Zwei große Analysen kamen zu gegensätzlichen Schlussfolgerungen über die KI-Führerschaft von USA vs. China – aber sie haben völlig unterschiedliche Dinge gemessen. Hier erkläre ich, warum beide recht haben könnten.

Kürzlich bin ich auf zwei Artikel mit sehr unterschiedlichen Überschriften und Schlussfolgerungen gestoßen:

  • China trounces U.S. in AI research output and quality. Geschrieben von Kotaro Fukuoka, Shunsuke Tabeta und Akira Okikawa, Nikkei-Redakteuren.
  • Must read: the 100 most cited AI papers in 2022 von Zeta Alpha. Der Artikel schreibt: „Wenn wir uns anschauen, woher diese meistzitierten Papiere stammen (Abbildung 1), sehen wir, dass die Vereinigten Staaten weiterhin dominieren und der Unterschied zwischen den großen Mächten von Jahr zu Jahr nur leicht variiert."
    • Eine der Schlussfolgerungen aus diesem Artikel ist: „Frühere Berichte (Link zum Nikkei-Artikel), dass China die USA in Forschung und Entwicklung von KI überholt haben könnte, scheinen stark übertrieben zu sein, wenn wir es aus der Perspektive der Zitationen betrachten."

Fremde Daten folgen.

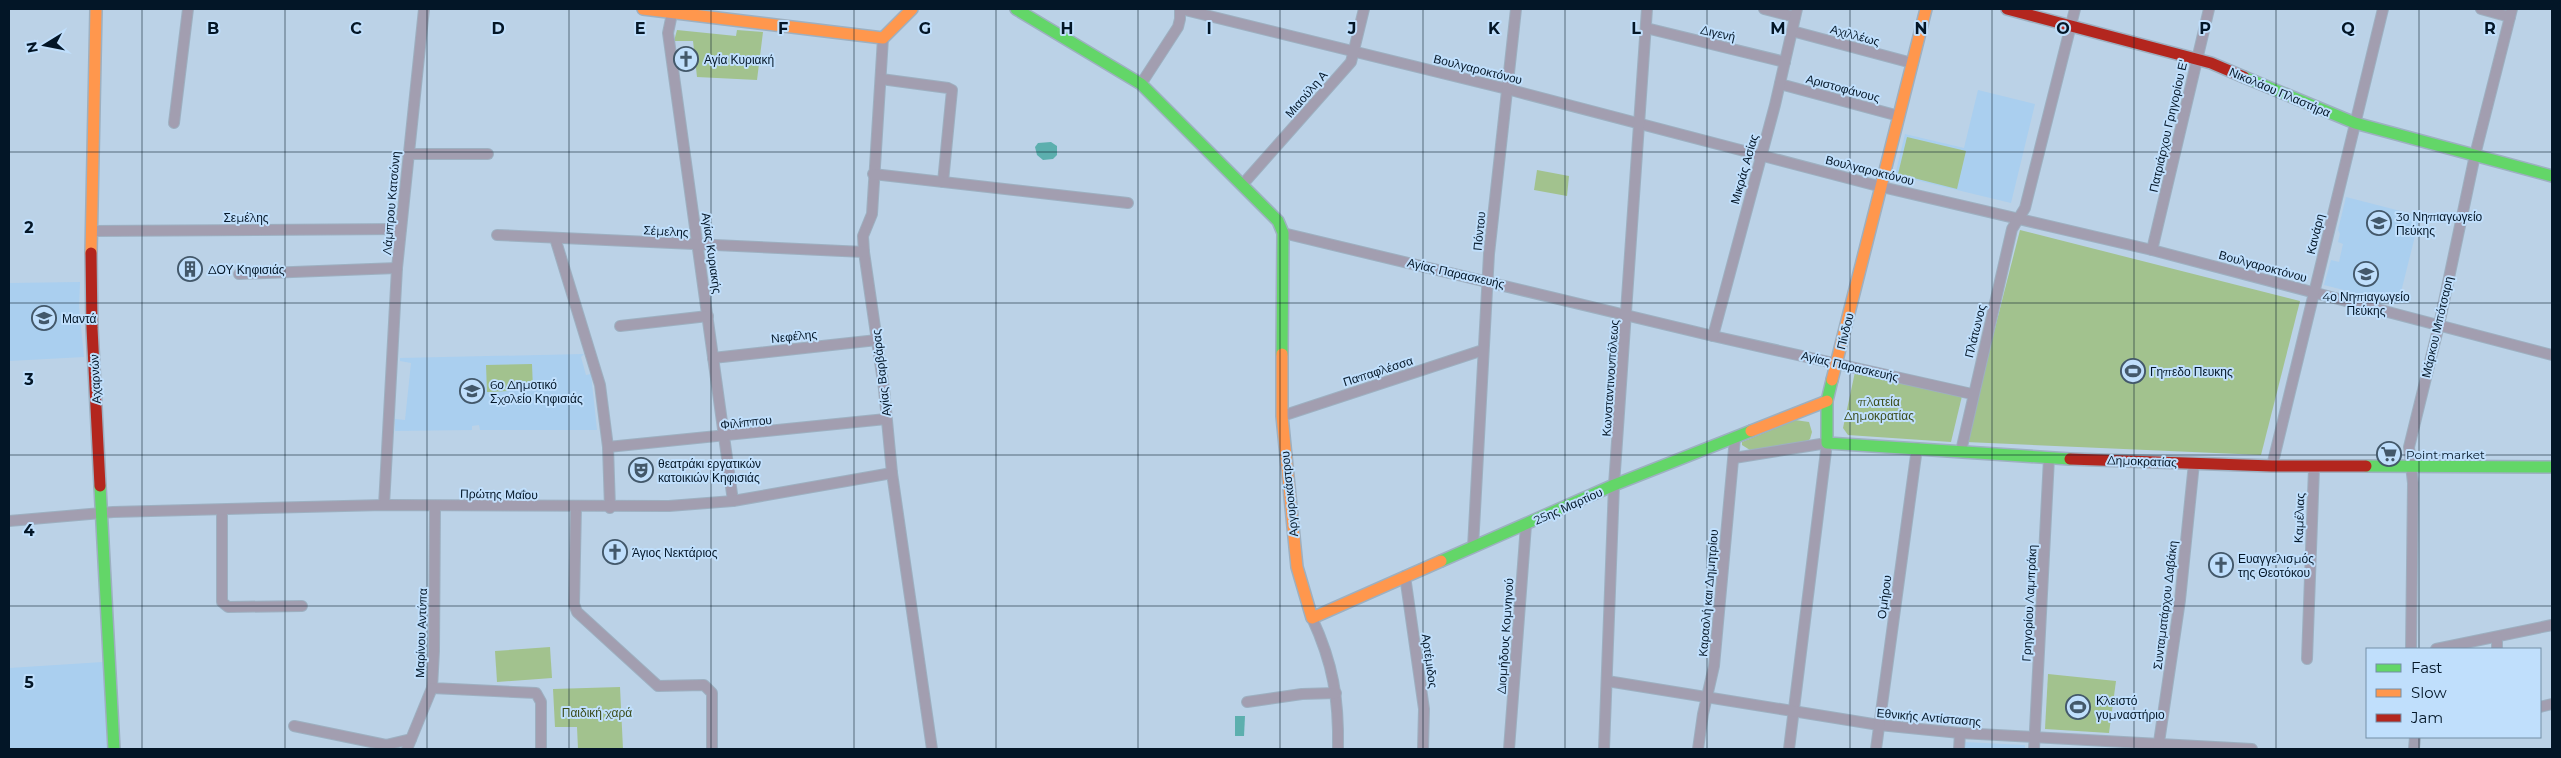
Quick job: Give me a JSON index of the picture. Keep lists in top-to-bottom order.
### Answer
{
  "streets": {
    "street": [
      "Διγενή",
      "Αχιλλέως",
      "Βουλγαροκτόνου",
      "Αριστοφάνους",
      "Νικολάου Πλαστήρα",
      "Μιαούλη Α",
      "Πατριάρχου Γρηγορίου Ε'",
      "Μικράς Ασίας",
      "Λάμπρου Κατσώνη",
      "Σεμέλης",
      "Σέμελης",
      "Πόντου",
      "Κανάρη",
      "Αγίας Κυριακής",
      "Αγίας Παρασκευής",
      "Μάρκου Μπότσαρη",
      "Πίνδου",
      "Πλάτωνος",
      "Νεφέλης",
      "Παπαφλέσσα",
      "Αγίας Βαρβάρας",
      "Κωνσταντινουπόλεως",
      "Αχαρνών",
      "Φιλίππου",
      "Δημοκρατίας",
      "Πρώτης Μαΐου",
      "Αργυροκάστρου",
      "25ης Μαρτίου",
      "Καμέλιας",
      "Καραολή και Δημητρίου",
      "Ομήρου",
      "Γρηγορίου Λαμπράκη",
      "Συνταματάρχου Δαβάκη",
      "Μαρίνου Αντύπα",
      "Διομήδους Κομνηνού",
      "Αρτέμιδος",
      "Εθνικής Αντίστασης"
    ]
  },
  "crossings": [
    ["Διγενή", "Μικράς Ασίας"],
    ["Διγενή", "Κωνσταντινουπόλεως"],
    ["Αχιλλέως", "Μικράς Ασίας"],
    ["Αχιλλέως", "Πίνδου"],
    ["Βουλγαροκτόνου", "Μιαούλη Α"],
    ["Βουλγαροκτόνου", "Πατριάρχου Γρηγορίου Ε'"],
    ["Βουλγαροκτόνου", "Μικράς Ασίας"],
    ["Βουλγαροκτόνου", "Πόντου"],
    ["Βουλγαροκτόνου", "Κανάρη"],
    ["Βουλγαροκτόνου", "Μάρκου Μπότσαρη"],
    ["Βουλγαροκτόνου", "Πίνδου"],
    ["Βουλγαροκτόνου", "Πλάτωνος"],
    ["Βουλγαροκτόνου", "Κωνσταντινουπόλεως"],
    ["Αριστοφάνους", "Μικράς Ασίας"],
    ["Αριστοφάνους", "Πίνδου"],
    ["Νικολάου Πλαστήρα", "Πατριάρχου Γρηγορίου Ε'"],
    ["Νικολάου Πλαστήρα", "Κανάρη"],
    ["Νικολάου Πλαστήρα", "Μάρκου Μπότσαρη"],
    ["Νικολάου Πλαστήρα", "Πλάτωνος"],
    ["Μικράς Ασίας", "Αγίας Παρασκευής"],
    ["Λάμπρου Κατσώνη", "Σεμέλης"],
    ["Λάμπρου Κατσώνη", "Πρώτης Μαΐου"],
    ["Σεμέλης", "Αχαρνών"],
    ["Σέμελης", "Αγίας Κυριακής"],
    ["Σέμελης", "Αγίας Βαρβάρας"],
    ["Πόντου", "Αγίας Παρασκευής"],
    ["Πόντου", "Παπαφλέσσα"],
    ["Πόντου", "25ης Μαρτίου"],
    ["Κανάρη", "Δημοκρατίας"],
    ["Αγίας Κυριακής", "Νεφέλης"],
    ["Αγίας Κυριακής", "Φιλίππου"],
    ["Αγίας Κυριακής", "Πρώτης Μαΐου"],
    ["Αγίας Παρασκευής", "Πίνδου"],
    ["Αγίας Παρασκευής", "Πλάτωνος"],
    ["Αγίας Παρασκευής", "Κωνσταντινουπόλεως"],
    ["Αγίας Παρασκευής", "Αργυροκάστρου"],
    ["Μάρκου Μπότσαρη", "Δημοκρατίας"],
    ["Πίνδου", "Δημοκρατίας"],
    ["Πίνδου", "25ης Μαρτίου"],
    ["Πίνδου", "Εθνικής Αντίστασης"],
    ["Πλάτωνος", "Δημοκρατίας"],
    ["Νεφέλης", "Αγίας Βαρβάρας"],
    ["Παπαφλέσσα", "Αργυροκάστρου"],
    ["Αγίας Βαρβάρας", "Φιλίππου"],
    ["Αγίας Βαρβάρας", "Πρώτης Μαΐου"],
    ["Κωνσταντινουπόλεως", "25ης Μαρτίου"],
    ["Κωνσταντινουπόλεως", "Εθνικής Αντίστασης"],
    ["Αχαρνών", "Πρώτης Μαΐου"],
    ["Δημοκρατίας", "Καμέλιας"],
    ["Δημοκρατίας", "Καραολή και Δημητρίου"],
    ["Δημοκρατίας", "Ομήρου"],
    ["Δημοκρατίας", "Γρηγορίου Λαμπράκη"],
    ["Δημοκρατίας", "Συνταματάρχου Δαβάκη"],
    ["Πρώτης Μαΐου", "Μαρίνου Αντύπα"],
    ["Αργυροκάστρου", "25ης Μαρτίου"],
    ["25ης Μαρτίου", "Καραολή και Δημητρίου"],
    ["25ης Μαρτίου", "Διομήδους Κομνηνού"],
    ["25ης Μαρτίου", "Αρτέμιδος"],
    ["Καραολή και Δημητρίου", "Εθνικής Αντίστασης"],
    ["Ομήρου", "Εθνικής Αντίστασης"],
    ["Γρηγορίου Λαμπράκη", "Εθνικής Αντίστασης"],
    ["Συνταματάρχου Δαβάκη", "Εθνικής Αντίστασης"]
  ],
  "parks": ["πλατεία Δημοκρατίας", "Παιδική χαρά"],
  "places": {
    "church": ["Αγία Κυριακή", "Άγιος Νεκτάριος", "Ευαγγελισμός της Θεοτόκου"],
    "school or university": [
      "3ο Νηπιαγωγείο Πεύκης",
      "4ο Νηπιαγωγείο Πεύκης",
      "Μαντά",
      "6ο Δημοτικό Σχολείο Κηφισιάς"
    ],
    "building": ["ΔΟΥ Κηφισιάς"],
    "sports": ["Γηπεδο Πευκης", "Κλειστό γυμναστήριο"],
    "supermarket": ["Point market"],
    "theatre": ["θεατράκι εργατικών κατοικιών Κηφισιάς"]
  },
  "legend": ["Fast", "Slow", "Jam"],
  "north": "left",
  "grid": {
    "columns": [
      "B",
      "C",
      "D",
      "E",
      "F",
      "G",
      "H",
      "I",
      "J",
      "K",
      "L",
      "M",
      "N",
      "O",
      "P",
      "Q",
      "R"
    ],
    "rows": [
      "2",
      "3",
      "4",
      "5"
    ]
  }
}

Das macht mich natürlich neugierig, denn Nikkei ist eine seriöse Nachrichtenorganisation, und Japan ist ein US-Militärbündnispartner. Mit anderen Worten: Nikkei hat wenig Anreiz, die Wahrheit zugunsten Chinas zu „verdrehen". Also entschied ich mich, tiefer zu graben.

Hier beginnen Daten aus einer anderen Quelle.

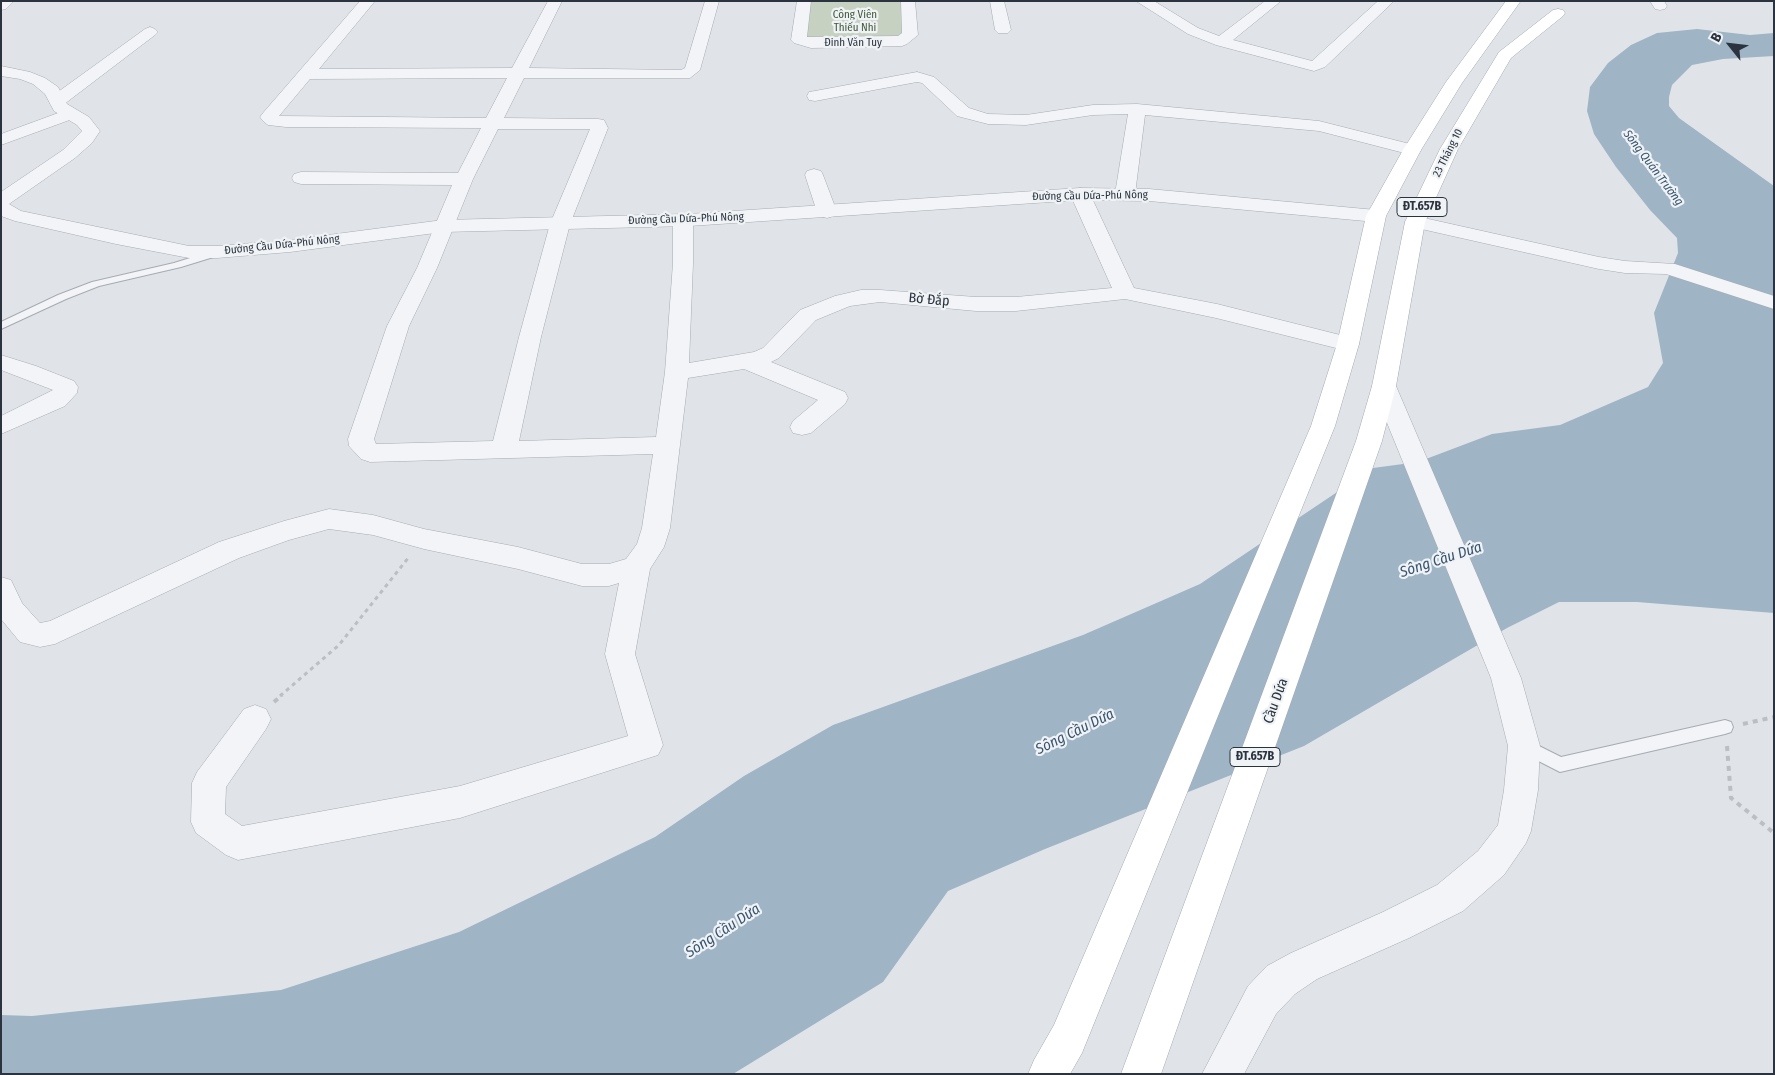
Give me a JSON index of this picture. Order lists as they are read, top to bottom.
{
  "streets": {
    "main road": ["23 Tháng 10", "ĐT.657B", "Cầu Dứa"],
    "street": ["Đinh Văn Tuy", "Đường Cầu Dứa-Phú Nông", "Bờ Đắp"]
  },
  "crossings": [
    ["23 Tháng 10", "ĐT.657B"],
    ["23 Tháng 10", "Cầu Dứa"],
    ["Đường Cầu Dứa-Phú Nông", "ĐT.657B"],
    ["ĐT.657B", "Bờ Đắp"]
  ],
  "water": ["Sông Quán Trường", "Sông Cầu Dứa"],
  "parks": ["Công Viên Thiếu Nhi"],
  "north": "top left"
}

Nun, wie sich herausstellte, musste ich nicht sehr tief graben, um zu erkennen, dass beide gleichzeitig recht haben könnten, weil sie unterschiedliche Methoden zur Ableitung ihrer Schlussfolgerungen verwendet haben. Da Zeta Alpha ihren Artikel später veröffentlichte und den Nikkei-Artikel zitierte, hätte Zeta Alpha die Unterschiede in ihren Methoden direkt in ihrem Artikel hervorheben sollen, damit die Leser selbst entscheiden können.

Unterschiedliche Methoden

Nikkei-Methode

Zeta Alpha-Methode

Nikkei arbeitete mit dem niederländischen wissenschaftlichen Verlag Elsevier zusammen, um akademische Konferenzpapiere zu KI zu prüfen, und verwendete etwa 800 KI-bezogene Schlüsselwörter, um die Papiere einzugrenzen.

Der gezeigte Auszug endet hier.